Experts use the “leaky pipeline” metaphor to refer to this attrition phenomenon. “The more advanced the academic careers and the higher the level of education needed to get there, the more women we lose,” says Vincent Larivière, associate professor at Université de Montréal and Canada Research Chair in the transformations of scholarly communication. “The problem isn’t necessarily convincing women to get into the sciences, it’s convincing them to stay,” explains Paula Rochon, geriatrician and senior researcher at the Women’s College Research Institute in Toronto.

One would think that it was only a question of time before women found their place at the highest levels of academia. Not so, according to Dr. Larivière’s demographic analysis. Equality may not be attained for a long time. “According to current global trends, parity in the social sciences should be achieved in 2050. In natural sciences, it will be more like 2150.”

Bias created by many factors

Why do more women than men leave academia?

Firstly, as Dr. Larivière explains, there remains a bias favouring men over women. “Given two identical résumés, laboratory directors are more likely to hire a man than a woman, and will offer men a higher salary,” he continues, citing an American study published in 2012 by the National Academy of Sciences. “The fact that they can foresee a woman getting pregnant stops some people from hiring them,” says Ève Langelier, associate professor in the Université de Sherbrooke’s mechanical engineering department and holds the NSERC chair for women in science and engineering in Quebec. “Some fields are so competitive that it’s difficult to even imagine taking time off.”

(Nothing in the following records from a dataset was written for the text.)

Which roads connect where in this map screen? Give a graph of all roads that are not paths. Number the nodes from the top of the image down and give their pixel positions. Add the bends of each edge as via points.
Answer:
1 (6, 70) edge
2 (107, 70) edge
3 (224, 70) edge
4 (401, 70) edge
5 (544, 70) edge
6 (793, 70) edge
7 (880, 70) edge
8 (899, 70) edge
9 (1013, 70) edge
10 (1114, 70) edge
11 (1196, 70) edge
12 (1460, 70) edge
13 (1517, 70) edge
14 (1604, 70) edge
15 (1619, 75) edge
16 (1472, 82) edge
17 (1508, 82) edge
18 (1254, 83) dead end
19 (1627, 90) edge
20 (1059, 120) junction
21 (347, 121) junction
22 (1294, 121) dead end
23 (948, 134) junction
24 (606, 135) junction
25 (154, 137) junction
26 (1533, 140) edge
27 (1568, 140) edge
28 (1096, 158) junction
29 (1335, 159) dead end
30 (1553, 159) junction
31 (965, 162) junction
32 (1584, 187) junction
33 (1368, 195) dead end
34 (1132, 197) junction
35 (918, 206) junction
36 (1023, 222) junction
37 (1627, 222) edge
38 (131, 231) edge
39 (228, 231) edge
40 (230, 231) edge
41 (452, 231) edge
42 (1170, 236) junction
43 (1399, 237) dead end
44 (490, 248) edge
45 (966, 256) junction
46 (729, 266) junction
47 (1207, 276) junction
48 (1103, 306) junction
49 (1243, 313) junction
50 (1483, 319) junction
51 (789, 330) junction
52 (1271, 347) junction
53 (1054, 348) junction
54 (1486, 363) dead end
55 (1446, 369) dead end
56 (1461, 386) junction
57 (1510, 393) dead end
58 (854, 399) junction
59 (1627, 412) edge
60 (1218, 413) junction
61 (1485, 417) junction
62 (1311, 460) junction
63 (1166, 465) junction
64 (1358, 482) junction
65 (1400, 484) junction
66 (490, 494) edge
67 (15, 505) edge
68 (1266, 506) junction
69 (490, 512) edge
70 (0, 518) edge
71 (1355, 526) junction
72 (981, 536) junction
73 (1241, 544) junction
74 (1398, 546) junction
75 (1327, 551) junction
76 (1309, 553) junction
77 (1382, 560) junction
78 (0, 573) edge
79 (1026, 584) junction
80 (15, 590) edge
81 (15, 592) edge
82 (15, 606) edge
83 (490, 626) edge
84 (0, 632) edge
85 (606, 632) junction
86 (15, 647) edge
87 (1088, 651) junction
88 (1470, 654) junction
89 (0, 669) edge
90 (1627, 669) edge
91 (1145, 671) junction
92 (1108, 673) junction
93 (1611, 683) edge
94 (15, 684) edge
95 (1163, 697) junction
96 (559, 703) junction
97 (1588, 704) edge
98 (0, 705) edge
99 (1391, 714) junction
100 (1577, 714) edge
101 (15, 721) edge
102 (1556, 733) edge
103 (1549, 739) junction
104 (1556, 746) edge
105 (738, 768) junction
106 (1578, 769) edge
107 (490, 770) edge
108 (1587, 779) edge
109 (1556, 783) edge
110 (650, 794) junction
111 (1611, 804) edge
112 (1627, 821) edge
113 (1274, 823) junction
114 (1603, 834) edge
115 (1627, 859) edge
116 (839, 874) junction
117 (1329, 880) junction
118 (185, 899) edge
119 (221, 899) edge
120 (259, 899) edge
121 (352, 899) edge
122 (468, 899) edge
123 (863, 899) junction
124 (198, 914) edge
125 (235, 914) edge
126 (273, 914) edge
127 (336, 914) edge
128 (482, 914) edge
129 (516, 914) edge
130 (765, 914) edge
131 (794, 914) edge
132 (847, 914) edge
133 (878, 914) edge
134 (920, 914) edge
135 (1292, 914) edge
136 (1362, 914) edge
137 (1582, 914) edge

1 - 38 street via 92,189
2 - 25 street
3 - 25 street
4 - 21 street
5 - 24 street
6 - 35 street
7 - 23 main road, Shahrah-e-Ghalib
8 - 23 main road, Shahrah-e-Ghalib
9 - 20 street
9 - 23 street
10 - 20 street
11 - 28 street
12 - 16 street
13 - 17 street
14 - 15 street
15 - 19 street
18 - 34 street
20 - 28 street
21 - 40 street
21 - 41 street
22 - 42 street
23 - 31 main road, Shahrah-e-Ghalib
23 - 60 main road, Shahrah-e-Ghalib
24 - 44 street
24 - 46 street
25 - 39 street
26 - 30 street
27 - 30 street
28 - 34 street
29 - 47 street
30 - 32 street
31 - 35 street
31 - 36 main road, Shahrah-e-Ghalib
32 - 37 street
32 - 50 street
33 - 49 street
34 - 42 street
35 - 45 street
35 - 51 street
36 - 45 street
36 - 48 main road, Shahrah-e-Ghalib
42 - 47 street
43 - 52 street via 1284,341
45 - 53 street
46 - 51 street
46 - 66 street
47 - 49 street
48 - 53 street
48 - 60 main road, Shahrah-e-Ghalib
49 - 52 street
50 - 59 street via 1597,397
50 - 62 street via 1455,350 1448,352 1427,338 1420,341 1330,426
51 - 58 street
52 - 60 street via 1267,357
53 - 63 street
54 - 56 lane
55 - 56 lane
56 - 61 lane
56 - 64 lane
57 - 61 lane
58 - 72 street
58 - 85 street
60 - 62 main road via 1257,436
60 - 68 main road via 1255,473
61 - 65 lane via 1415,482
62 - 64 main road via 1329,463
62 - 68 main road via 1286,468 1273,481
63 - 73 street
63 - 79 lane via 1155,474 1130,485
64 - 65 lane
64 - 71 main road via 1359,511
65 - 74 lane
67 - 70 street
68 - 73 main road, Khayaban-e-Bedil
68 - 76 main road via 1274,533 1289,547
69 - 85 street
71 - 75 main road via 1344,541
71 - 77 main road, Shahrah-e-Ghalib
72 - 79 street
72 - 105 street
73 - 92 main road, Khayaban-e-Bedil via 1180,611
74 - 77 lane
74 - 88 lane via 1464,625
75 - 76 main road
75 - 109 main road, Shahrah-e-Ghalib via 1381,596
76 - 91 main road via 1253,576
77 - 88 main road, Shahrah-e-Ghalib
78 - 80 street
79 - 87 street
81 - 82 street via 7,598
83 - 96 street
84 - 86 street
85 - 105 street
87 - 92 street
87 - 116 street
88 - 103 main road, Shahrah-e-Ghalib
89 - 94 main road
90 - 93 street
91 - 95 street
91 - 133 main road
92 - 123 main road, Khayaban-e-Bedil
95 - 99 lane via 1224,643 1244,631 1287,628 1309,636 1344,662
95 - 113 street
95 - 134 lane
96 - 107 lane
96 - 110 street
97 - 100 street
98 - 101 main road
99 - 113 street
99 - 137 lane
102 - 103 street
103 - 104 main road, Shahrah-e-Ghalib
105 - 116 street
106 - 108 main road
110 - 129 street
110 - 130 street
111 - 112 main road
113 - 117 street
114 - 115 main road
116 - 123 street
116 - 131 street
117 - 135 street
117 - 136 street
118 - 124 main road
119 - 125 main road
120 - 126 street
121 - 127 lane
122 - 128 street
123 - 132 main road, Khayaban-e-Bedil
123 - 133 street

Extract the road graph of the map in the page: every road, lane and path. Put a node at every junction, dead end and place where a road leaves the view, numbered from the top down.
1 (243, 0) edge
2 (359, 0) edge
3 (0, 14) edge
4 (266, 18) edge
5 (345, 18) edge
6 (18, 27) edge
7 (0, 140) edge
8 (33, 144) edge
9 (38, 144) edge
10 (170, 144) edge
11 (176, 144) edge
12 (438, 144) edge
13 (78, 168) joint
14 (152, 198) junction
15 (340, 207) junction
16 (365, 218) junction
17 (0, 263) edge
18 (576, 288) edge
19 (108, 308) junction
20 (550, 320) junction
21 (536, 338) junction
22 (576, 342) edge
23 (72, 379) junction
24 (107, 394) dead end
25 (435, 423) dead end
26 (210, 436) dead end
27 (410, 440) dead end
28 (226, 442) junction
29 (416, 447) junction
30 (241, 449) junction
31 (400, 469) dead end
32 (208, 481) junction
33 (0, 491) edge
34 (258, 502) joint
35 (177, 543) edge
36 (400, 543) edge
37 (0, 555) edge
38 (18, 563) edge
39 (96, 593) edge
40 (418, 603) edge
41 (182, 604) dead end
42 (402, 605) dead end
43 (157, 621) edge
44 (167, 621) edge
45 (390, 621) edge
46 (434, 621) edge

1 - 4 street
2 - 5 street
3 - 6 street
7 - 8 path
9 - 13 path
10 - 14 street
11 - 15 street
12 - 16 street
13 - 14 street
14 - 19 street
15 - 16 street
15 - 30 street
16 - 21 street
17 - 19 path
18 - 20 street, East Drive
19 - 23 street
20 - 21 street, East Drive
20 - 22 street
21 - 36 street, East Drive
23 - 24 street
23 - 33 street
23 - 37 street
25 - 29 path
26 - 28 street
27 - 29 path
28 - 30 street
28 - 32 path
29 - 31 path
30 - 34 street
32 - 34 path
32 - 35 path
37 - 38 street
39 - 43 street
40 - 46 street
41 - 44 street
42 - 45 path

It has also been documented that women are often less likely to go into a field as precarious as research, compared to men. Lacking confidence in their own skills, they also tend to delay becoming a tenured professor. In the lab, they are more often involved in experiments than in conceptualization, leading them to publish their work at a slower pace. Women want to stay near their families, so they travel less often than men, achieving less international recognition. Plus, pregnancy is often attributed to reduced productivity.

Changing the system

Dr. Rochon emphasizes that women have the right to be less productive at times and to take leave. “These things are normal,” she adds. “The main challenge is knowing what will be done [in terms of policy] in the coming decades to let us think along these lines.”

There are measures in place to facilitate the lives of researchers who are mothers, such as parental leave paid by funding agencies. Dr. Langelier recognizes that “During these leave periods, there is no production.” She believes that we need to review the evaluation system based on merit and results.

Last year, the federal government declared that universities must meet their target of women candidates to be eligible for the Canada Research Chairs. “This is great timing,” Dr. Langelier says. “We must take advantage.”